On a shore beside a lake, an Old King fishes. Behind him is his
country: wasted, grey and barren. The Old King is likewise impotent and
crippled. He is trying to catch the fish that might cure him and his land. The
fish he is angling for will bring wisdom and redemption – both of which he
sorely lacks.

A knight, fresh and victorious from the battles of a long
campaign is now on a quest to restore the wasted land. He comes upon the Old King
fishing in his empty lake. The Old King invites the knight into his castle for
dinner. There, the knight sees a miraculous procession. Three beautiful women
carry into the hall three wondrous objects: a cup, a lance and a sword. The knight
asks, “Whom do they serve?” and immediately, the nation begins to heal.

If you recognize this old story as the quest for the Holy
Grail, you are right. But it’s not the Monty Python version. In fact, it’s not
even the Christian version we know from the tales of King Arthur and the
Knights of the Roundtable. It’s a much older story that cuts across cultures
and continents. It’s a telling of the ancient connection between the land and a
people and a rendering of the old ritual of renewal. The New President gets it
and he named it in his inaugural speech to Americans (the word “new” occurs 11
times). But, as important as asking the question is for initiating the healing,
it’s the answer that will complete the cure.

America is wounded physically, economically and spiritually
from the failed policies and practices of the Old President. She is tired and
broke from years of quagmire in foreign conflicts. Her environment is stretched
to the point of breaking the world’s. Her economy is dependent on others who
are willing (or obliged) to send her their oil and raw materials. Her financial
economy is crushed under the debt of a people pursing the American Dream on
credit – not just Americans, but people all over the world. That’s the trouble
with that sort of dream – you need to be asleep to have it. Well, America is
awake now and looking to the New President to cure what ails it.

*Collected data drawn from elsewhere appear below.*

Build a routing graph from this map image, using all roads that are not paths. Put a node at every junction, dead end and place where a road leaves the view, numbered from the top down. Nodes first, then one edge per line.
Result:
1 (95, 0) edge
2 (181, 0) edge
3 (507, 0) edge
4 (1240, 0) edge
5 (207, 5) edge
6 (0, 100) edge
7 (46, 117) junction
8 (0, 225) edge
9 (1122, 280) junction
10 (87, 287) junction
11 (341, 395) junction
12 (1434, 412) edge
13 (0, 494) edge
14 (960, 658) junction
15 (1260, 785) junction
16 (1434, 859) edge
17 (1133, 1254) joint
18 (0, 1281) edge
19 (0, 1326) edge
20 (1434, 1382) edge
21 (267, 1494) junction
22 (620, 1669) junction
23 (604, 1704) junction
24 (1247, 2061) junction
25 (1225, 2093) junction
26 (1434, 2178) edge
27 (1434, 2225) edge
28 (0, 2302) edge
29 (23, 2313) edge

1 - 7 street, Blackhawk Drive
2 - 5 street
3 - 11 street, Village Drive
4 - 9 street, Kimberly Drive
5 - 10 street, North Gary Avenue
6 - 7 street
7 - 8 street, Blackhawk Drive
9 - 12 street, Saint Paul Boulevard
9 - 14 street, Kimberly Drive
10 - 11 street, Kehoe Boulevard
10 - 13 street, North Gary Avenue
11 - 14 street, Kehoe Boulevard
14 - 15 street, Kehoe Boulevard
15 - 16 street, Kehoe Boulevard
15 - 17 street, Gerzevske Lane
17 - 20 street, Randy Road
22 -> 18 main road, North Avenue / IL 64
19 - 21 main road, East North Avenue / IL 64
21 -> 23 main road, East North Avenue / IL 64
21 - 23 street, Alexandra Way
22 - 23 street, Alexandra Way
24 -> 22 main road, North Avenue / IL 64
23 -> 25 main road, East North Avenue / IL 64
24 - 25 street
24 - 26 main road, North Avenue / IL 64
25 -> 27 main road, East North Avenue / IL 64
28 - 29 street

The lance and the cup are all the contradictions that are
America; all the opposites that the New President will have to unite: male and
female, black and white, diversity and unity, Republican and Democrat, greed
and selflessness, economy and ecology, American dream and American reality. The
sword is an instrument of war – the weapon of Mars. But Mars is also a god of
renewal, as our month of March reminds us. If the war god also rules over the hope
and renewal of spring, it might not be as hard as you think to turn America’s
swords into ploughshares.

And with a black man moving into the white house that slaves
built, it might seem as though the American Dream were coming true at last: all
men are created equal and anyone can grow up to be President. But
Inauguration Day is not a cue for Americans to go back to sleep, for healing a
nation is too much for one man. Asking the right question only kick starts the
process. The question must be answered, and only Americans can answer it: “Whom
do they serve?”

Inauguration Day was an inauspicious start. The Chief
Justice of the Supreme Court (who was appointed by the Old President) flubbed
the first sentence of the oath of office and it threw off the New President. And
before the end of the day, the New York stock exchange had dropped 4 per cent –
greed is an addiction that’s hard to kick. President Obama’s speech covered a
lot of ground because there is a lot in America that needs healing, and his speech
was the weaker for it.

Americans have their work cut out for them. The world wishes
them well in their quest for renewal because we are all hoping for change in
America. In fact our future relies on it. But we take heart, because the
renewal of America is, like all renewals, a return to its original promise.

January 2009
© David McLaren

David McLaren is a writer who looks for connections between the news
and the ancients. He lives on the Bruce Peninsula in Ontario, Canada.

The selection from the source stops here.